If I had to define big data for you, I'd zone in on four [components] that I think will give everyone a really good framework in which to understand big data. The first is pretty obvious – it's volume. Another one is variety – you start to look at analyzing different kinds of data; imagine the effect of being able to correlate a blog post I made about your product with my customer record when I call you up with a problem! The next one is veracity, [which] really stands for the trustworthiness of the data; where did this data come from? is the first question that leads you down into this genre. Finally, and I think perhaps one of the most overlooked components in the way that I would define big data, is velocity. Velocity is a game changer, because it's not just how fast data is produced or changed – it's the speed that it has to be received, understood and processed. Most people talk about velocity as how fast your data volumes are growing. I see velocity as about moving your business from a forecasting model to a “now-casting” one.

ForwardView:
How relevant is big data to small and medium-sized businesses?

Paul Zikopoulos:
I think it's incredibly relevant, because when we think big data, we actually want to think analytics. Whenever I talk to customers of any size, I suggest [that they’ve] probably been doing big data for a long time.

And the reason why I’ll suggest that is because if we can come to the agreement that [big data] is about analytics and deriving value and monetizing data, then my suggestion is that you have an analytics IQ. You've [already] been landing data and cleansing it and maybe aggregating it into cubes; you've done that to establish your IQ. What big data is in the new modern era, if you will, is an opportunity for you to increase your analytics IQ. You can increase your IQ by looking into raw data to find things you never dreamed about; you can connect the dots between your systems of record and systems of engagement; and more.

ForwardView:
What are the competitive advantages that big data creates for a small or medium-sized business?

Paul Zikopoulos:
The competitive advantages are the same advantages they can create for large businesses. [All companies from] SMBs to [large] enterprises can benefit from a 360-degree view of your customer.
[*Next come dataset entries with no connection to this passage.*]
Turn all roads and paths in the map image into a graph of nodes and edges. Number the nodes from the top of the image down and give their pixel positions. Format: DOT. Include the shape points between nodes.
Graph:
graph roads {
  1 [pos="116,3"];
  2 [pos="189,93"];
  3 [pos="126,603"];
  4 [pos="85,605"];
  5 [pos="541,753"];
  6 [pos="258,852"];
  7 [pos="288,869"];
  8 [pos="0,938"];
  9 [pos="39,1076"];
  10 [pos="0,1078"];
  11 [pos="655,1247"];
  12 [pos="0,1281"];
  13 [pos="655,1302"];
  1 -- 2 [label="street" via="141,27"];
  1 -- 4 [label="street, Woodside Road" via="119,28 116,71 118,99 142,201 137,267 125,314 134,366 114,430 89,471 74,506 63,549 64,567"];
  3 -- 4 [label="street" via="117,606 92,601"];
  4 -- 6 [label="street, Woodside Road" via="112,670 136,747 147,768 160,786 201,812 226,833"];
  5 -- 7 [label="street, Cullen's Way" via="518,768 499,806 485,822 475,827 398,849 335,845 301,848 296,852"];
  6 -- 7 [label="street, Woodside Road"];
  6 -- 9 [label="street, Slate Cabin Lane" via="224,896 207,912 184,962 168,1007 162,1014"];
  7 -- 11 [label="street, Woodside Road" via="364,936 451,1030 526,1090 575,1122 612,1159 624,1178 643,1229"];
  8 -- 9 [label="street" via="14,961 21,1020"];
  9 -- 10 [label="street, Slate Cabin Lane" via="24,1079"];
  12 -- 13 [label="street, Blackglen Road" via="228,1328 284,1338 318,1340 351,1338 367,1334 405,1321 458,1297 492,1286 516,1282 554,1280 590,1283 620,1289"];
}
They can also benefit from log analytics – something I often refer to as “data exhaust.” Data exhaust is all those click streams that go on. I bet you 95 percent of SMBs take this gold mine of data and throw it away like it’s the exhaust of an engine – their operational engine. What big data allows you to do is get more out of it and recycle it into valuable insight.

ForwardView:
Can you talk a little bit about IBM's big data analytics capabilities?

Paul Zikopoulos:
If I look across vendors that are out there from a breadth and depth perspective, it's just really unparalleled. We've done a number of acquisitions as well as [all] kinds of homegrown technologies and really integrated them together into an analytics platform.

And, of course, we have our data warehouses – so you think of things like Netezza or DB2® or BLU Acceleration – and that's where I can store all kinds of traditional data at rest in a “Load and Go” fashion. And then we provide an engine to perform analytics on data in motion called InfoSphere® Streams. And the neat thing is a lot of the analytics that you build at rest can be instantly deployed in motion using Streams.

Of course, let’s not forget about Hadoop. IBM has brought to market a nonforked Hadoop engine we call InfoSphere BigInsights. It has other features that make it easy to get analytics out of it: for example, a number of accelerators to get you going faster with log data and social media analytics, a spreadsheet data discovery tool, management tooling, and a set of features to harden it for enterprise use, among other things.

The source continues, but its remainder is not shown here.